IEEE: How are micro and nano technologies helping diagnose & treat disease?
AMY: I think micro and nano technologies have made a pretty big impact with a lot more to come. Certainly in the area of drug delivery, we’ve seen some major progress with different types of materials, different delivery methods, the ability to control dosage over a long period of time, and that, I would argue, is a pretty well established field.
Of course, there’s a lot of challenges yet to address. I think, from the standpoint of diagnostics (an area that I work in) I think that microfluidics has historically played a pretty large role. When you think about diagnostics, like the sort of a test strip assay, a home pregnancy test, or an HIV screening assay, these immuno-chromatic graphic assays are actually based on microfluidic principles, and those are some of the first diagnostic assays for screening that have been available for decades and have been very effective in many areas. I do think, however, that there are some more complex measurements that need to be made, and, in that way, I think that being able to take a sophisticated assay test, move it from a clinical laboratory setting, and into a lower-resource intensive setting, is going to depend quite a bit on engineering advances that we make with these micro, and nano-fluidic systems.
IEEE: Please describe some projects your lab is working on.
AMY: I’ll talk a little bit about projects that are focused on this translational aspect. We really have two major veins of research in the group, and they’re really inter-related. The first area really focuses on ‘how can we make advances at the bench,’ in the life-sciences laboratory, assisting basic scientists with being able to figure out what they need to know about proteins that may be good indicators of disease stage, or response to treatment, or a good prognostic value to help determine outcomes. And, so, these are really our life sciences instruments that we’re developing. On the flipside of that, the other end of the spectrum, we’re developing technologies for use in near-patient settings, what The National Institutes of Health calls the bedside, in this translational spectrum from bench to bedside.
In the area of life sciences instrumentation, we’ve been really working hard to implement very sophisticated measurements and multiple protein properties in instrumentation that is fast, and amenable to automation. That’s something that we’ve seen really spurs advances in this so-called genomics revolution. In essence, what we’re trying to do is to develop integrated, micro-and-nanofluidic systems to help really spur similar advances in what we believe could be a proteomics revolution. It’s really important, with an eye towards clinical medicine, and that’s simply because proteins are really the effectors of function. They are oftentimes implicated in disease state, as well as response to therapy, so the more we can know about an individual’s protein profile and, in particular, specific proteins that are tied to a disease state, the more we could potentially inform treatment and make more accurate diagnoses.
From the standpoint of the clinical – the bedside aspect of our work – we’re really looking at implementing new, confirmatory diagnostic assays; assays that can give a very high performance diagnosis for disease stage, such as HIV, and hepatitis C in a way that, right now, are relegated to laboratory settings, and are fairly intensive in terms of time.
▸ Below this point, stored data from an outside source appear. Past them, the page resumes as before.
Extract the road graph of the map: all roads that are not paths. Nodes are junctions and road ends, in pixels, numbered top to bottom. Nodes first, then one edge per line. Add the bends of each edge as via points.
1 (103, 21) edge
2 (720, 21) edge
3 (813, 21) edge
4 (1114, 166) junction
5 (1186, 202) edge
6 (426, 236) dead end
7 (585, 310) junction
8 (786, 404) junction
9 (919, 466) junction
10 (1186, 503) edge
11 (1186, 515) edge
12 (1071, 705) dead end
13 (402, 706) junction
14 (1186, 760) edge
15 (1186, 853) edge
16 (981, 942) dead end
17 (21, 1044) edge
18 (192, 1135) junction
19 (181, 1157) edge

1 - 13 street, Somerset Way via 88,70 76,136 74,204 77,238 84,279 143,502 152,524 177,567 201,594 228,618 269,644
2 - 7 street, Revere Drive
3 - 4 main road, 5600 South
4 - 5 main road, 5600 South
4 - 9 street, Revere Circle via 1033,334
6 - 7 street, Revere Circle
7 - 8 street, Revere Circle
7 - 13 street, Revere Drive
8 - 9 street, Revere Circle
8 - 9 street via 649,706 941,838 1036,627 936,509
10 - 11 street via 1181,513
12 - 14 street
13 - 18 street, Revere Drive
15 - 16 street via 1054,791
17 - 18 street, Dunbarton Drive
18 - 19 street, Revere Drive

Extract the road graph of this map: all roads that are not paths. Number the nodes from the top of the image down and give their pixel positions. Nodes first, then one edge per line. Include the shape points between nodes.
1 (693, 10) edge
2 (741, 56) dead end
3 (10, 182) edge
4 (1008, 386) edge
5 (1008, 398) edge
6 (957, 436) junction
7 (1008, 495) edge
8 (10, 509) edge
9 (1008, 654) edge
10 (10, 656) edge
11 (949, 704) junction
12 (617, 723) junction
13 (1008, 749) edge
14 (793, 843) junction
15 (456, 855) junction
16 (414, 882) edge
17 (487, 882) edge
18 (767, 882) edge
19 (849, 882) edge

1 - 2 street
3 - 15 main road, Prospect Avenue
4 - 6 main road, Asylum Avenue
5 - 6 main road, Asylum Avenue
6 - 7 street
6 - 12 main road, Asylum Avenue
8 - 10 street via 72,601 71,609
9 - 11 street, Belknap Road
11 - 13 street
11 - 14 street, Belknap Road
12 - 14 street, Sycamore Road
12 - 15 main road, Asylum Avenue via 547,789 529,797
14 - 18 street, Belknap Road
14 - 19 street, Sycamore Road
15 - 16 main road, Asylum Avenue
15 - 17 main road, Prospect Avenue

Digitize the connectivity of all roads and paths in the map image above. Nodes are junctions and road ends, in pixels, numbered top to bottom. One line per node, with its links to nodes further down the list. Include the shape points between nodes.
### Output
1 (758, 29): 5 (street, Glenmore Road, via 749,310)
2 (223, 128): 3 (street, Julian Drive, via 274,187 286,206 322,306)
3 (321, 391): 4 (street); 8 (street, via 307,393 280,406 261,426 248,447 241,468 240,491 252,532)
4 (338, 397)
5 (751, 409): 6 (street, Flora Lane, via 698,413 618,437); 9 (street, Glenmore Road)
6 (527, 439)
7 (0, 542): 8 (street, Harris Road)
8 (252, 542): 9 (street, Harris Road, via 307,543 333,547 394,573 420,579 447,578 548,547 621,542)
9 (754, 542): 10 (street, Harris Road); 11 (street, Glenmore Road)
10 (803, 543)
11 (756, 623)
We think that microfluidic integration is going to be able to help us expedite those assays, but give them the same quality readouts that are currently available from confirmatory diagnostics.
IEEE: What characteristics do you look for in candidates for positions in your lab?
AMY: The different types of characteristics we would look for, I think, are both technical attributes of the individual, as well. So, we’re certainly seeking experts in engineering, in molecular biology, analytical chemistry, and material science, but we’re also seeking people who are just generally very curious, who are very motivated, and hard-working, and who are, maybe, in essence, somewhat stubborn. Persistent, not willing to easily give up on a problem, and to tie in their creativity, to try and figure out a good solution, and possibly better solutions that we’ve already devised in the lab.
IEEE: What can be done to encourage more women to enter the field of engineering?
AMY: I think engineering, especially in the United States, could benefit from encouragement of both men, and women, into engineering. Certainly, I think there’s an untapped reservoir of hard working, creative, intelligent women who could succeed in engineering, who are succeeding in engineering. So, certainly, it is a profession that’s just filled with a lot of challenges, but with those challenges comes a lot of fulfillment – really understanding that the work that you do each day has a tangible impact on the good of society, or our environment, depending on what area of engineering you’re in. I do think that, in many ways as engineers, we need to really emphasize, and highlight these really positive attributes of working in this field to young men and women, because, certainly, they have just brilliant ideas still locked in their heads and also just a potential to approach problems in a way that we’re not currently doing.